Improved Citation Handling in Markdown Content

Summary

Enhanced the citation handling system to properly filter and display citations in markdown content, ensuring "Citations:" headers are correctly removed from callouts and citations are properly rendered.

Why Care

Citations are a critical part of academic and reference content. This improvement ensures that citations are consistently extracted, formatted, and displayed while preventing duplicate rendering or unwanted text artifacts.
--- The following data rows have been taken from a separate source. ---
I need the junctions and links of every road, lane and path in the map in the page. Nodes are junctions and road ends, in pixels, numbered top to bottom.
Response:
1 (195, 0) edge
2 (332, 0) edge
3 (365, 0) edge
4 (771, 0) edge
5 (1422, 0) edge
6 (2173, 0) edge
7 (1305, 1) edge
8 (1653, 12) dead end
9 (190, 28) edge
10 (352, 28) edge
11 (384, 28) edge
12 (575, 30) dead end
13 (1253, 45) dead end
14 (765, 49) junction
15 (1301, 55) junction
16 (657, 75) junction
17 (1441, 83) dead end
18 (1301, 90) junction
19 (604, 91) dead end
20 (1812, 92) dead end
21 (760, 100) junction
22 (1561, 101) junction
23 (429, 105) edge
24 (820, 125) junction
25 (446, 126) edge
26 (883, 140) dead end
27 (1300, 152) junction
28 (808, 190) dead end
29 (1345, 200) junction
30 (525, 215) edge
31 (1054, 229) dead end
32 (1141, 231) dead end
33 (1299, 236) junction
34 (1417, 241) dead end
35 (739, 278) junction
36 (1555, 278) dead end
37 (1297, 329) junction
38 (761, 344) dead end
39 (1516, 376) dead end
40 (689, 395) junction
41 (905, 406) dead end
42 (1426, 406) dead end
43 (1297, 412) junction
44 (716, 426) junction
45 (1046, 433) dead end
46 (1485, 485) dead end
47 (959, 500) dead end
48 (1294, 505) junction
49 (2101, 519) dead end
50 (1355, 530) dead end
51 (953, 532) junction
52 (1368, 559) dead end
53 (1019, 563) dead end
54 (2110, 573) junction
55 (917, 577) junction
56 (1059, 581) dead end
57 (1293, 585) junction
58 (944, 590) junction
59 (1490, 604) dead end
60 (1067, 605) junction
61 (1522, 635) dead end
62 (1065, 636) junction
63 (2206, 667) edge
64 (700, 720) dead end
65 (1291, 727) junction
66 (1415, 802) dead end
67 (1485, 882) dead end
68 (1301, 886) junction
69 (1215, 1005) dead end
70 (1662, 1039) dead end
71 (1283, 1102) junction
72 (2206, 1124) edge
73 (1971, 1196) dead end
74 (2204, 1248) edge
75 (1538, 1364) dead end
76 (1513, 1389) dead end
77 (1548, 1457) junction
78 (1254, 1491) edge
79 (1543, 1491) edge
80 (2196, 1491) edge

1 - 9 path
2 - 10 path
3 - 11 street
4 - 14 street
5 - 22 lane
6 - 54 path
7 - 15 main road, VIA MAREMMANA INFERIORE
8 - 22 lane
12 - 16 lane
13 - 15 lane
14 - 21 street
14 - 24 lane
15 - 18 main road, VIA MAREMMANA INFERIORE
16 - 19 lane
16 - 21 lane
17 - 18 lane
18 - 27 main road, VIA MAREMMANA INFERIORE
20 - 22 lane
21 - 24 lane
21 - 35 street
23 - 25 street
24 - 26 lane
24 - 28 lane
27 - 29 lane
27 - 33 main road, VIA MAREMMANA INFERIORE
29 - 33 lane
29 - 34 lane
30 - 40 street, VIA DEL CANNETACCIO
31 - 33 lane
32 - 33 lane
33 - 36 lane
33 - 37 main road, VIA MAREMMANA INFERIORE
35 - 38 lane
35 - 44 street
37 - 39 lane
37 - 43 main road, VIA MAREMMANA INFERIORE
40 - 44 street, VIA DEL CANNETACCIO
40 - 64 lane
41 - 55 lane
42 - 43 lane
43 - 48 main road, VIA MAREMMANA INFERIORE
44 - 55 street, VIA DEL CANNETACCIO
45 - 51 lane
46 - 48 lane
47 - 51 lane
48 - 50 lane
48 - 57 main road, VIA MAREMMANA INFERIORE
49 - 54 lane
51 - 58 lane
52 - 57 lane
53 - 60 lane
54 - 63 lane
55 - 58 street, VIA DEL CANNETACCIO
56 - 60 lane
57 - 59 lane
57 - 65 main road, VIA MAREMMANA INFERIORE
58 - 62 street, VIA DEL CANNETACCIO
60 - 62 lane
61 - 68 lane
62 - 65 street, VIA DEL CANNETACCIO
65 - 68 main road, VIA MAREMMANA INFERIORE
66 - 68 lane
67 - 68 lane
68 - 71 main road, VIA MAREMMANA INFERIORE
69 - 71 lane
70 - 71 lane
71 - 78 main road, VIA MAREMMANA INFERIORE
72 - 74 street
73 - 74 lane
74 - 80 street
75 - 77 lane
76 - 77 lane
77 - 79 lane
The changes make the content more readable and professionally formatted.

Implementation

Changes Made

  • Modified ArticleCallout.astro to improve filtering logic for citations:
    • Enhanced node filtering to catch all forms of "Citations:" headers
    • Added support for detecting "Citations:" text in paragraph nodes
    • Implemented more robust filtering conditions
  • Refined remarkCitations.ts plugin:
    • Improved citation detection pattern
    • Enhanced citation extraction from text nodes
    • Better handling of citation nodes in the AST

Technical Details

Citation Filtering in Callouts

In site/src/components/markdown/callouts/ArticleCallout.astro:
typescript
// Before: Simple type-based filtering
const contentWithoutCitations: Root = {
  type: 'root',
  children: citationsRoot.children.filter((node) => 
    node.type !== 'citations' && node.type !== 'citation'
  )
};

// After: Comprehensive filtering with text content analysis
const contentWithoutCitations: Root = {
  type: 'root',
  children: citationsRoot.children.filter((node) => {
    // Filter out citations and citation nodes
    if (node.type === 'citations' || node.type === 'citation') {
      return false;
    }
    
    // Filter out the "Citations:" header node (could be heading or paragraph)
    if (node.type === 'heading' || node.type === 'paragraph') {
      // Check if this node contains "Citations:" text
      const hasOnlyChildWithCitationsText = node.children?.length === 1 && 
        node.children[0].type === 'text' && 
        node.children[0].value === 'Citations:';
      
      if (hasOnlyChildWithCitationsText) {
        return false;
      }
    }
    
    // Keep all other nodes
    return true;
  })
};

Citation Processing Flow

  1. remarkCitations.ts extracts citations from markdown text
  2. Citations are transformed into structured nodes
  3. ArticleCitations.astro renders the citations with proper formatting
  4. ArticleCallout.astro filters out citation nodes from callouts

Integration Points

  • The citation handling system integrates with:
    • Markdown processing pipeline in OneArticle.astro
    • AST transformation in the remark plugin system
    • Component rendering in AstroMarkdown.astro
    • Callout handling in ArticleCallout.astro

Documentation

  • Created comprehensive documentation in content/lost-in-public/prompts/render-logic/Handle-Citations-Logic-and-Render-Citations-Component.md
  • Documentation includes:
    • Implementation flow
    • Key components
    • Citation format
    • Example usage
    • Troubleshooting tips

Testing Notes

The changes have been tested with:
  • Standard citation formats [number] URL
  • Citations within callout blocks
  • Multiple citations in a single document
  • Citations with various numbering patterns

Future Considerations

  • Consider adding support for more citation formats (e.g., academic citations)
  • Implement citation grouping by topic or section
  • Add citation cross-referencing within the document